= Claudia van Laak =

German radio journalist

Claudia van Laak (born 1963 in Münster (region) NRW, Germany) is a German radio journalist. For the Germany radio she is correspondent for Berlin and chief of the Berlin broadcast studio.

== Life ==
She made her entrance at the WDR broadcast. German studies. She studied journalism, economics and Spanish in Bamberg and Barcelona. In freelance she was active for Bavarian Radio and Radio Z, followed by June 1990 a permanent position as an editor at Central German Broadcast Stadion MDR. Until in 1996 she joined Deutschlandradio (Deutschlandfunk) as regional correspondent in Thuringia, and later in Brandenburg, since 2009 in Berlin.

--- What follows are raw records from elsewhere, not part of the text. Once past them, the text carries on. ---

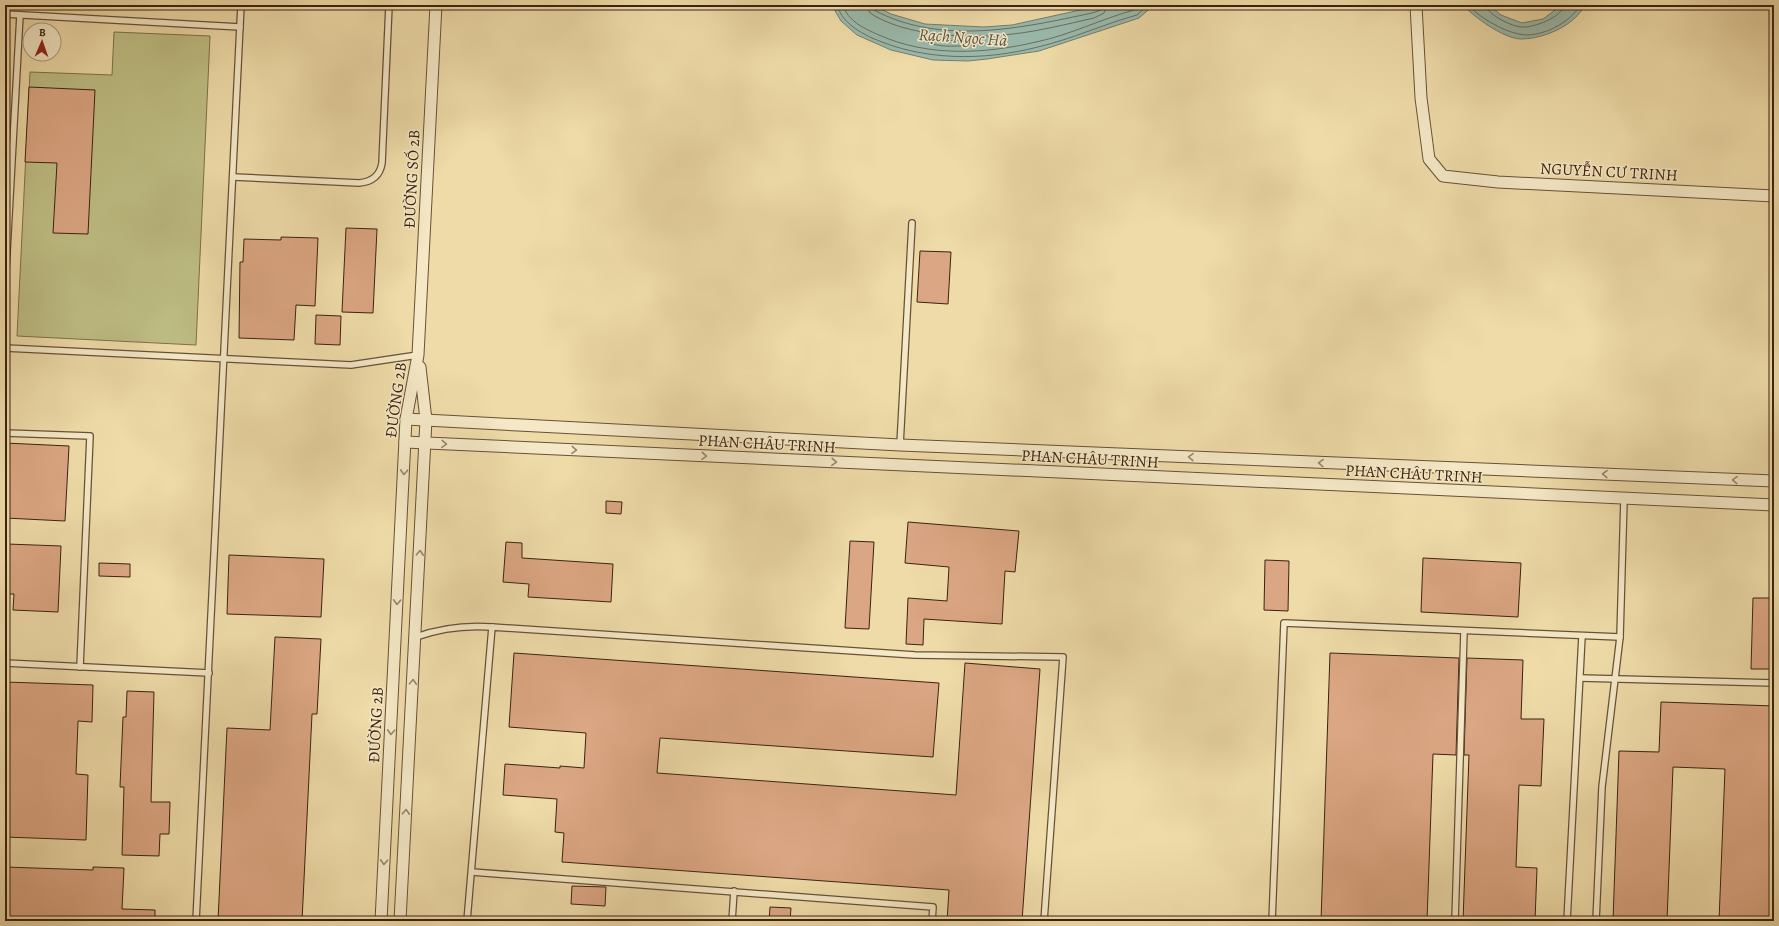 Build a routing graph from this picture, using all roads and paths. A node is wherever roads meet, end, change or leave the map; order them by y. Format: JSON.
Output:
{"nodes":[{"id":1,"x":241,"y":5,"type":"edge"},
{"id":2,"x":389,"y":5,"type":"edge"},
{"id":3,"x":436,"y":5,"type":"edge"},
{"id":4,"x":1416,"y":5,"type":"edge"},
{"id":5,"x":5,"y":14,"type":"edge"},
{"id":6,"x":20,"y":15,"type":"junction"},
{"id":7,"x":240,"y":27,"type":"junction"},
{"id":8,"x":233,"y":177,"type":"junction"},
{"id":9,"x":1774,"y":196,"type":"edge"},
{"id":10,"x":912,"y":223,"type":"dead end"},
{"id":11,"x":5,"y":288,"type":"edge"},
{"id":12,"x":5,"y":348,"type":"edge"},
{"id":13,"x":418,"y":355,"type":"junction"},
{"id":14,"x":224,"y":359,"type":"junction"},
{"id":15,"x":406,"y":419,"type":"junction"},
{"id":16,"x":426,"y":420,"type":"junction"},
{"id":17,"x":5,"y":432,"type":"edge"},
{"id":18,"x":405,"y":442,"type":"junction"},
{"id":19,"x":425,"y":444,"type":"junction"},
{"id":20,"x":900,"y":445,"type":"junction"},
{"id":21,"x":1774,"y":481,"type":"edge"},
{"id":22,"x":1624,"y":499,"type":"junction"},
{"id":23,"x":1774,"y":505,"type":"edge"},
{"id":24,"x":492,"y":627,"type":"junction"},
{"id":25,"x":1464,"y":631,"type":"junction"},
{"id":26,"x":1582,"y":636,"type":"junction"},
{"id":27,"x":416,"y":637,"type":"junction"},
{"id":28,"x":1620,"y":637,"type":"junction"},
{"id":29,"x":5,"y":663,"type":"edge"},
{"id":30,"x":80,"y":667,"type":"junction"},
{"id":31,"x":208,"y":673,"type":"junction"},
{"id":32,"x":1580,"y":678,"type":"junction"},
{"id":33,"x":1615,"y":679,"type":"junction"},
{"id":34,"x":1774,"y":683,"type":"edge"},
{"id":35,"x":472,"y":872,"type":"junction"},
{"id":36,"x":734,"y":891,"type":"junction"},
{"id":37,"x":196,"y":921,"type":"edge"},
{"id":38,"x":381,"y":921,"type":"edge"},
{"id":39,"x":400,"y":921,"type":"edge"},
{"id":40,"x":467,"y":921,"type":"edge"},
{"id":41,"x":732,"y":921,"type":"edge"},
{"id":42,"x":932,"y":921,"type":"edge"},
{"id":43,"x":1044,"y":921,"type":"edge"},
{"id":44,"x":1272,"y":921,"type":"edge"},
{"id":45,"x":1455,"y":921,"type":"edge"},
{"id":46,"x":1567,"y":921,"type":"edge"},
{"id":47,"x":1596,"y":921,"type":"edge"}],
"edges":[{"from":1,"to":7,"type":"lane"},
{"from":2,"to":8,"type":"lane"},
{"from":3,"to":13,"type":"street","name":"ĐƯỜNG SỐ 2B"},
{"from":4,"to":9,"type":"street","name":"NGUYỄN CƯ TRINH"},
{"from":5,"to":6,"type":"lane"},
{"from":6,"to":7,"type":"lane"},
{"from":6,"to":11,"type":"lane"},
{"from":7,"to":8,"type":"lane"},
{"from":8,"to":14,"type":"lane"},
{"from":10,"to":20,"type":"lane"},
{"from":12,"to":14,"type":"lane"},
{"from":13,"to":14,"type":"lane"},
{"from":13,"to":15,"type":"street","name":"ĐƯỜNG 2B"},
{"from":13,"to":16,"type":"street","name":"ĐƯỜNG 2B"},
{"from":14,"to":31,"type":"lane"},
{"from":15,"to":16,"type":"street","name":"PHAN CHÂU TRINH"},
{"from":15,"to":18,"type":"street","name":"ĐƯỜNG 2B"},
{"from":16,"to":19,"type":"street","name":"ĐƯỜNG 2B"},
{"from":16,"to":20,"type":"street","name":"PHAN CHÂU TRINH"},
{"from":17,"to":30,"type":"lane"},
{"from":18,"to":19,"type":"street","name":"PHAN CHÂU TRINH"},
{"from":18,"to":38,"type":"street","name":"ĐƯỜNG 2B","one_way":true},
{"from":19,"to":22,"type":"street","name":"PHAN CHÂU TRINH","one_way":true},
{"from":27,"to":19,"type":"street","name":"ĐƯỜNG 2B","one_way":true},
{"from":21,"to":20,"type":"street","name":"PHAN CHÂU TRINH","one_way":true},
{"from":22,"to":23,"type":"street","name":"PHAN CHÂU TRINH"},
{"from":22,"to":28,"type":"lane"},
{"from":24,"to":27,"type":"lane"},
{"from":24,"to":35,"type":"lane"},
{"from":24,"to":43,"type":"lane"},
{"from":25,"to":26,"type":"lane"},
{"from":25,"to":44,"type":"lane"},
{"from":25,"to":45,"type":"lane"},
{"from":26,"to":28,"type":"lane"},
{"from":26,"to":32,"type":"lane"},
{"from":39,"to":27,"type":"street","name":"ĐƯỜNG 2B","one_way":true},
{"from":28,"to":33,"type":"lane"},
{"from":29,"to":30,"type":"lane"},
{"from":30,"to":31,"type":"lane"},
{"from":31,"to":37,"type":"lane"},
{"from":32,"to":33,"type":"lane"},
{"from":32,"to":46,"type":"lane"},
{"from":33,"to":34,"type":"lane"},
{"from":33,"to":47,"type":"lane"},
{"from":35,"to":36,"type":"lane"},
{"from":35,"to":40,"type":"lane"},
{"from":36,"to":41,"type":"lane"},
{"from":36,"to":42,"type":"lane"}]}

Since 2004 she is the (co-)author of over 40 broadcasts of the daily background magazine on Deutschlandfunk at 06:40 pm on political and social topics. She is present in the Campus & Career and other broadcasts almost several times a week in Deutschlandfunk Broadcast Station.

== Awards ==

- 2002: Special Award of the Central German Journalist Award for her report "Radiant Heritage – Ten years ago began the renovation Wismut"
- 2009: Nomination for the German-Polish Journalist Award for "Guben, Gubin and the Neisse – half an year an open border"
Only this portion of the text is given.